> _ASSIGNED TASK_:
Throughout the material below, count each line in which the word "Travessa" appears, then reply with the count only.

- Opening Delimiter -

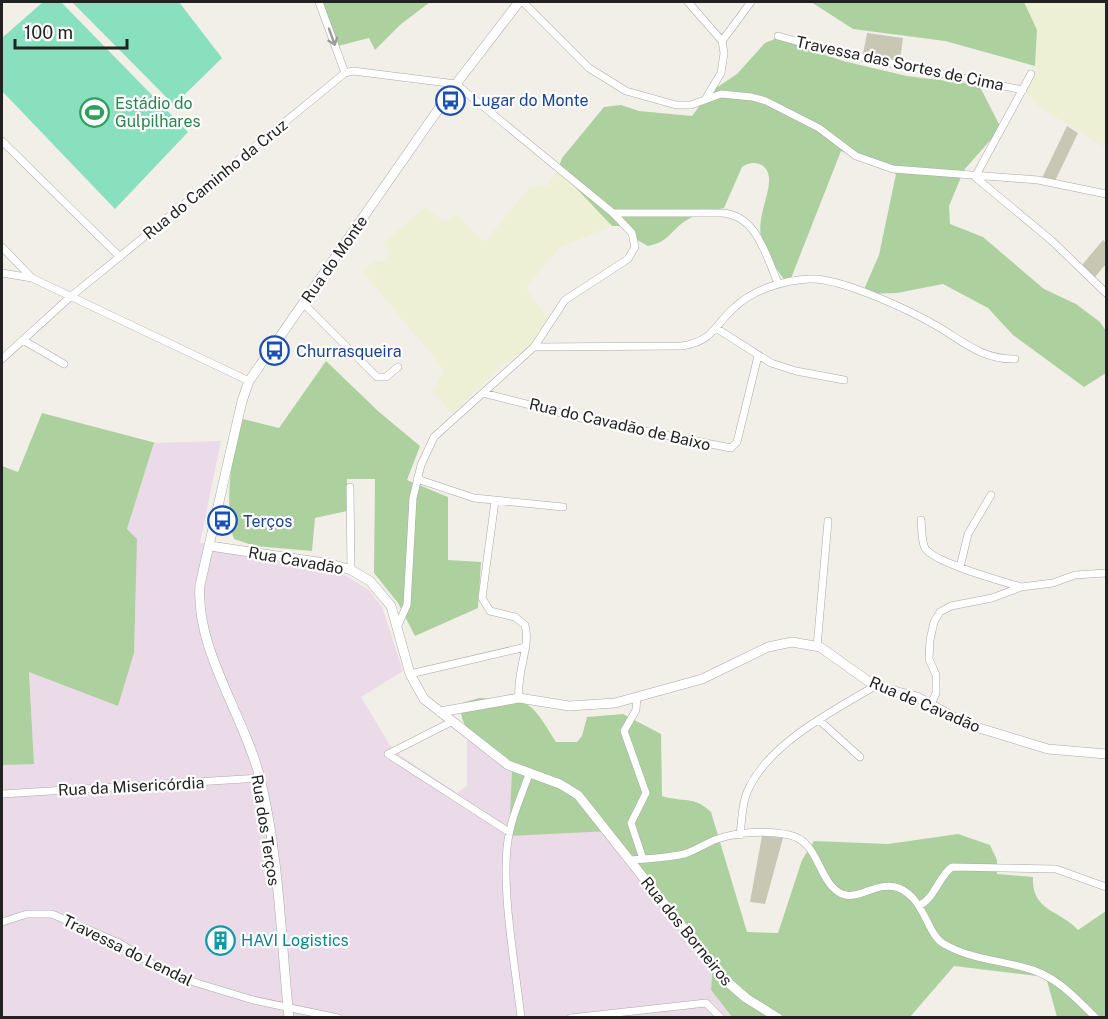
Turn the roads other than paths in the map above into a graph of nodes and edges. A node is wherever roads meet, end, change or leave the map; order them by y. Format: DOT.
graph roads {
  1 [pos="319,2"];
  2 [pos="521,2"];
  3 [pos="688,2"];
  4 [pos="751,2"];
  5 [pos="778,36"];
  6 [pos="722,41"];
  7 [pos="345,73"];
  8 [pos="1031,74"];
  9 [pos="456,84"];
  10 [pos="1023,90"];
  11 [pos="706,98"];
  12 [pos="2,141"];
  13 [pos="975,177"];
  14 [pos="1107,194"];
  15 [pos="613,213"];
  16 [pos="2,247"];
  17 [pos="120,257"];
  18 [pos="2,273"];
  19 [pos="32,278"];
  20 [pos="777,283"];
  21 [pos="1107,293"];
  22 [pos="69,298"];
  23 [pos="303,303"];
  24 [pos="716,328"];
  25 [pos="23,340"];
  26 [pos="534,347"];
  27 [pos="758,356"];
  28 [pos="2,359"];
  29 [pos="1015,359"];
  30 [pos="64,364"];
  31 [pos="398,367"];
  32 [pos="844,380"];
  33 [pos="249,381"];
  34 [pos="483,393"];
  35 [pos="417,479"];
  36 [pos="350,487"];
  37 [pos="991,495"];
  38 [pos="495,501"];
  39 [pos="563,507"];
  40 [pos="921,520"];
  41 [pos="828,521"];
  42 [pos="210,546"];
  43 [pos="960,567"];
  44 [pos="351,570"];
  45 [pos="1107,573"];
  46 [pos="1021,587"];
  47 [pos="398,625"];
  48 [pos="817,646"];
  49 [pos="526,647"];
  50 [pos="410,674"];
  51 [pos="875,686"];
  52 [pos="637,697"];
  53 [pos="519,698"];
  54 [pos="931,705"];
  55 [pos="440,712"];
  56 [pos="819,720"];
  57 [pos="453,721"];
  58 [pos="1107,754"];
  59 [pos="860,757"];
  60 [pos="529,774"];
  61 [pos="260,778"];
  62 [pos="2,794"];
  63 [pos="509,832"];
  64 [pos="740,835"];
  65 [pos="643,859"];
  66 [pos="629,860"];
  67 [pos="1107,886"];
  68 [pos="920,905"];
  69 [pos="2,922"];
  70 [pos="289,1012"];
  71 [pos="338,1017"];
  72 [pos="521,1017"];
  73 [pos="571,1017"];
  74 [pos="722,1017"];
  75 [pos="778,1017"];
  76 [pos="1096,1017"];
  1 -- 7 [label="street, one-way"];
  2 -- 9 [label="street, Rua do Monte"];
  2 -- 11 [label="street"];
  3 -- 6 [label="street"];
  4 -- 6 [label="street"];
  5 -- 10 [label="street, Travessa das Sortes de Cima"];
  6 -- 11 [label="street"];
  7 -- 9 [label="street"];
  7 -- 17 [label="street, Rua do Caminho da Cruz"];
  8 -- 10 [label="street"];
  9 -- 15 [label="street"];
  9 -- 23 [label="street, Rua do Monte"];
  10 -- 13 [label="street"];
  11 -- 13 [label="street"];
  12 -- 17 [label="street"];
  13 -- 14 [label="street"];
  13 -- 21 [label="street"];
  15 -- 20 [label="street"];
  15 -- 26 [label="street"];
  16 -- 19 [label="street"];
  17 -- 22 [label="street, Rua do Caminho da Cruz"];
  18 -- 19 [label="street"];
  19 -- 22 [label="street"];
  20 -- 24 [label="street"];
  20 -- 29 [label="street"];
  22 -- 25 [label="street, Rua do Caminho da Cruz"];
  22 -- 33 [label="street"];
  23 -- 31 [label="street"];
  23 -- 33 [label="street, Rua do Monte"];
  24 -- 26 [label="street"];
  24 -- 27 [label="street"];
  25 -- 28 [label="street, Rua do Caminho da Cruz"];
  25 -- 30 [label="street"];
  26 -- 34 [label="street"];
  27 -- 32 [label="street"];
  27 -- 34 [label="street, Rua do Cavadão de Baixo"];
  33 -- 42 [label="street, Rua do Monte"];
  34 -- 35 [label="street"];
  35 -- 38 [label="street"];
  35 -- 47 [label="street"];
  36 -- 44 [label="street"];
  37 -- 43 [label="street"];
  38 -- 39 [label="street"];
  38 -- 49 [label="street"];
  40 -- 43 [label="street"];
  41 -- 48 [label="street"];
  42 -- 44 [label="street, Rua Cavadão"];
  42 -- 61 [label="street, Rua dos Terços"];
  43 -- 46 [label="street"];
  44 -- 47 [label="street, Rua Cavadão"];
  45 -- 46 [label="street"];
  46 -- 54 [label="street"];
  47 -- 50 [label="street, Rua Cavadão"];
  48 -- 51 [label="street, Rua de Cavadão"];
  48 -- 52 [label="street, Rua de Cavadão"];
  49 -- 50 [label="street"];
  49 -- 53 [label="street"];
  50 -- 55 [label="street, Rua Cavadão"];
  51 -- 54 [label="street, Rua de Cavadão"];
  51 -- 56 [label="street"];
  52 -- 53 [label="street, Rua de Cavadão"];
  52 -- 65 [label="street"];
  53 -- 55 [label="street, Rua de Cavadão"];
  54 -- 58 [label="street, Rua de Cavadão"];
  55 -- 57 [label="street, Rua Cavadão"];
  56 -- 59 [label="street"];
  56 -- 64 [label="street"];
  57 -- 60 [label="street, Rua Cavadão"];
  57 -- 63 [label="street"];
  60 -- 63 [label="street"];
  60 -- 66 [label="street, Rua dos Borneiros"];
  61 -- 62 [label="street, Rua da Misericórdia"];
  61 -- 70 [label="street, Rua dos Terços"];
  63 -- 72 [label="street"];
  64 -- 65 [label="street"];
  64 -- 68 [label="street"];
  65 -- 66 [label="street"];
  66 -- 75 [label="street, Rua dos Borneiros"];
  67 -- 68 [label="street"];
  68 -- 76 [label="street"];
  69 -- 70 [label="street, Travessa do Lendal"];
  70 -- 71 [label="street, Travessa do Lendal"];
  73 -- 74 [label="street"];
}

- Closing Delimiter -
- Opening Delimiter -

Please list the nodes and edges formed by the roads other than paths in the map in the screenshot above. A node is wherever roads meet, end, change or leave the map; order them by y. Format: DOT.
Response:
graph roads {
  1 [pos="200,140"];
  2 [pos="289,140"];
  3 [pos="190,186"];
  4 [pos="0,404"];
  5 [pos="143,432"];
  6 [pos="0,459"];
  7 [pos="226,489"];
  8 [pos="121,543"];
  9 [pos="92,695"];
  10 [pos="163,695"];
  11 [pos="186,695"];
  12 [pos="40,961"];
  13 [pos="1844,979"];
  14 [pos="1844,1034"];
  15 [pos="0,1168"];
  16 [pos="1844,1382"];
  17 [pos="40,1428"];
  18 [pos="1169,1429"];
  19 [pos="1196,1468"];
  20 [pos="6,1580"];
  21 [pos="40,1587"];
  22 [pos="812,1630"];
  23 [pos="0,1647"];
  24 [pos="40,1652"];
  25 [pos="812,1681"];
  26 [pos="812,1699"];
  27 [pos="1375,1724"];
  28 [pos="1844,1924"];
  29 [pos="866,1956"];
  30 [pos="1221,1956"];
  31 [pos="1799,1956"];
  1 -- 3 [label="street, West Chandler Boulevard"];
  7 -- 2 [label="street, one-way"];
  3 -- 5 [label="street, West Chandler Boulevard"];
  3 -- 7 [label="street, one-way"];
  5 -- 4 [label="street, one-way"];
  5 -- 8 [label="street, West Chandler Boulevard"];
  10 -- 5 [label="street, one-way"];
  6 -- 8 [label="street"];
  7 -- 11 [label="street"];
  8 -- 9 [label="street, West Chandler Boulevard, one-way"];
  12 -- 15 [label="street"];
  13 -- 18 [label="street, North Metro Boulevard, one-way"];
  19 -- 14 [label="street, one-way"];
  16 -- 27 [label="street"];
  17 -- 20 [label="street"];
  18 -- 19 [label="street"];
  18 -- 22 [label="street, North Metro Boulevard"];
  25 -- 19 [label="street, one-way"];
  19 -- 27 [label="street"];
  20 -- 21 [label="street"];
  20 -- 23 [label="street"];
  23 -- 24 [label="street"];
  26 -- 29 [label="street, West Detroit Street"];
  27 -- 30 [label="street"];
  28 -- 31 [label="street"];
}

- Closing Delimiter -

> _ANSWER SECTION_:
3